Effect of beta blockade with and without sympathomimetic activity (ISA) on sympathovagal balance and baroreflex sensitivity

Autor: Rudolf Ritz, W. Langewitz, Hartmut Schächinger, C Haberthür
Rok vydání: 1999
Předmět:
Zdroj: Clinical Physiology. 19:143-152
ISSN: 0144-5979
Popis: Beta blockers increase heart rate variability (HRV) and improve survival in coronary artery disease (CAD). The benefit of beta blockers with intrinsic sympathomimetic activity (ISA) in CAD still remains a matter of debate, and their effect on HRV has not yet been investigated. Therefore, we measured HRV, systolic blood pressure variability (BPV) and baroreflex sensitivity (BRS) under propranolol (PROP, without ISA, 160 mg q.d.), pindolol (PIN, with potent ISA, 15 mg q.d.) and placebo (PLA, q.d.) in 30 healthy subjects, aged 21-39 years, during controlled frequency breathing (0.30 Hz) in supine and tilt positions. PROP increased HRV in the high-frequency (0.15-0.40 Hz) band (PROP 7.4 +/- 1.0; PLA 6.9 +/- 1.4; PIN 6.8 +/- 1.0 ln MI2; P = 0.003), decreased BPV in the low-frequency band (at 0.1 Hz, Mayer waves) (PROP 0.6 +/- 0.7; PLA 1.3 +/- 1.1; PIN 1.2 +/- 1.2 ln mmHg2; P = 0.001) and enhanced BRS (PROP 14.6 +/- 9.5; PLA 8.0 +/- 6.8; PIN 8.7 +/- 6.8 ms mmHg-1; P = 0.001) in the supine position. After passive tilt, PROP decreased HRV in the low-frequency band (PROP 6.1 +/- 0.9; PLA 6.5 +/- 1.1; PIN 6.9 +/- 0.7 ln MI2; P < 0.001) and decreased Mayer waves (PROP 1.8 +/- 0.8; PLA 2.4 +/- 1.0; PIN 2.7 +/- 0.8 ln mm Hg2; P < 0.001).

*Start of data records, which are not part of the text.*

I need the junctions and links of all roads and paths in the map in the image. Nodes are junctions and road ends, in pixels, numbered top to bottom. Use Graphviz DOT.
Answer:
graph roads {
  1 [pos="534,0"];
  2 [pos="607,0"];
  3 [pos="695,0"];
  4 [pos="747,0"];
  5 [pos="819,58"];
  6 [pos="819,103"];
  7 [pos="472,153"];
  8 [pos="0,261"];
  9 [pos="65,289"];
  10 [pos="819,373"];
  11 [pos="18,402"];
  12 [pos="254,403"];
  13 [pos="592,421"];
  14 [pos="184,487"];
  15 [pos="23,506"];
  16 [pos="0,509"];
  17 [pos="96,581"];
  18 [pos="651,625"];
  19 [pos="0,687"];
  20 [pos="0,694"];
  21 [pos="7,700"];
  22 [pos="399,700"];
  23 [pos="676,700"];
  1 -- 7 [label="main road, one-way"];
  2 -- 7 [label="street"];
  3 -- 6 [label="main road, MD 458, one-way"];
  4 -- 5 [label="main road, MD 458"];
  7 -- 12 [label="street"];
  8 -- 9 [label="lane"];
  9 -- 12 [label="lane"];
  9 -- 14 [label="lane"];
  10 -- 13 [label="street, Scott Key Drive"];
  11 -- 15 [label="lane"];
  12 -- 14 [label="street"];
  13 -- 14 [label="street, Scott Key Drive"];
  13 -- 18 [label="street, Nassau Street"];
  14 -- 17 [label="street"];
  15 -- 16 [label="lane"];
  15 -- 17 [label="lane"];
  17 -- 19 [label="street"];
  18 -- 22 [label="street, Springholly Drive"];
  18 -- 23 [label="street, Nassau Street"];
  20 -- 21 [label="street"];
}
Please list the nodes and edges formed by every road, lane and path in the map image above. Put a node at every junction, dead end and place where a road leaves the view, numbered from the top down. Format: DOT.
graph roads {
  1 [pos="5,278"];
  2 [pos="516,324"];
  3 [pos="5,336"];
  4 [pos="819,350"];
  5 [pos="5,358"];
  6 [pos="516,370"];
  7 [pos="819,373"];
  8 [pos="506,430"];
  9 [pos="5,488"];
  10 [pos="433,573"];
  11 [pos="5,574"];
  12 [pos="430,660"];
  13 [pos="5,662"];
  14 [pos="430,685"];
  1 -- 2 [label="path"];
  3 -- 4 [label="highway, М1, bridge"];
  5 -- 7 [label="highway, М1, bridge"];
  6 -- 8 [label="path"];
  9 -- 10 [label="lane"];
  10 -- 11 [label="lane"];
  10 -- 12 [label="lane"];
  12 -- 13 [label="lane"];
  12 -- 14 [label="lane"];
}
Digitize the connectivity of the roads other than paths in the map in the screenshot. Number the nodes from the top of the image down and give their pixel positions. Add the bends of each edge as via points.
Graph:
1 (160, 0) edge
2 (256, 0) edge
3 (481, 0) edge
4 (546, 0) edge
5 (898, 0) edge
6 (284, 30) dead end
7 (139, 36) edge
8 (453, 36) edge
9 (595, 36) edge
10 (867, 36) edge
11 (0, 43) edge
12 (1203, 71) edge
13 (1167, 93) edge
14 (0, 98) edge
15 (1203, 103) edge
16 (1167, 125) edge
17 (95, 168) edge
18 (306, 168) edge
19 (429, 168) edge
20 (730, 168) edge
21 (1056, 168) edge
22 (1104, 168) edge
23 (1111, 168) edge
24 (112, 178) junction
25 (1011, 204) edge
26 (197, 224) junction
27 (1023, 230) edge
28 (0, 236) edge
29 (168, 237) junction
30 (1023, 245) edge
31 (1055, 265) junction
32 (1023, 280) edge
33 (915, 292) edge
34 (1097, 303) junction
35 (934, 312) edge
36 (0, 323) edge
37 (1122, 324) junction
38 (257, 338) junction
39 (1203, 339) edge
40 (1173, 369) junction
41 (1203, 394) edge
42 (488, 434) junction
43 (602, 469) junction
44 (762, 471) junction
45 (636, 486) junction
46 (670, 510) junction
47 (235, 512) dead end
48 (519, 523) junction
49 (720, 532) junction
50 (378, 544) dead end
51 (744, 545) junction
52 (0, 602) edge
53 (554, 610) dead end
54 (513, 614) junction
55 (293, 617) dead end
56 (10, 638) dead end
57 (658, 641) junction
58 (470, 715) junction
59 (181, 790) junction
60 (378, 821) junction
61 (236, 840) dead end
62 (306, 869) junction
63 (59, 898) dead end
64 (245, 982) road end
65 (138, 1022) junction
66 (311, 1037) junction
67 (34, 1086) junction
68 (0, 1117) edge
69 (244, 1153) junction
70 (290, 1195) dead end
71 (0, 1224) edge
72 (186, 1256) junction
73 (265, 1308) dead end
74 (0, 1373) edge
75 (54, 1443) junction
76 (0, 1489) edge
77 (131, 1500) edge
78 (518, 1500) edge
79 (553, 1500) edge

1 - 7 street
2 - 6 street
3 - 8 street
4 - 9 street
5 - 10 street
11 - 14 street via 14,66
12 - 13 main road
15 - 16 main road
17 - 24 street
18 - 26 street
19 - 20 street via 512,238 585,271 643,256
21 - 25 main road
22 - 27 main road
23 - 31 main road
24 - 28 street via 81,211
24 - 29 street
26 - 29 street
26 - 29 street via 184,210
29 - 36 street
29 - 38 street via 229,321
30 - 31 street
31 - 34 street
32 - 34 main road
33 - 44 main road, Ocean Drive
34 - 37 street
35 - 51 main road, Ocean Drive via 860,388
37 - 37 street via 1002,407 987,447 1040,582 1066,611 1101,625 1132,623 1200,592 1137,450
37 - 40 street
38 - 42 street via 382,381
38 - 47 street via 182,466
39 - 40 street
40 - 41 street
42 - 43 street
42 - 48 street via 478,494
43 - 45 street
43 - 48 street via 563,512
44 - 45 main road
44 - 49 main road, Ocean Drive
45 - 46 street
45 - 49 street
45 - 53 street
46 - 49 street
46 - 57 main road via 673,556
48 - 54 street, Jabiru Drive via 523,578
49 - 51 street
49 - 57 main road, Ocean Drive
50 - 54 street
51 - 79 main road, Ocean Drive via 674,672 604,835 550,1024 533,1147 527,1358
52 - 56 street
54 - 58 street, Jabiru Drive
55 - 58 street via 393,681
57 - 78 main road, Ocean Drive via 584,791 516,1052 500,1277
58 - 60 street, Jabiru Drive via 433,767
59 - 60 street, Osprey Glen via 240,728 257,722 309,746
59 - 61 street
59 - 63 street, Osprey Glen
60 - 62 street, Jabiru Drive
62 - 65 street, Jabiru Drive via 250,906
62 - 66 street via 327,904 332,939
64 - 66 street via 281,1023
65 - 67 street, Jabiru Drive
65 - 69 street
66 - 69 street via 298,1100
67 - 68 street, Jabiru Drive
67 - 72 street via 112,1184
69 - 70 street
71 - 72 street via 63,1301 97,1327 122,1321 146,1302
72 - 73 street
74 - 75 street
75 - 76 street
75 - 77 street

PIN increased the low-frequency HRV response, which is induced by passive tilt (PIN + 0.9 +/- 1.0; PLA + 0.3 +/- 1.3, PROP + 0.3 +/- 1.0 ln MI2; P = 0.026). Our results prove that beta-adrenergic blockade with potent ISA does not increase HRV, has no beneficial effect on autonomic balance and even exaggerates sympathetic responses to passive tilt.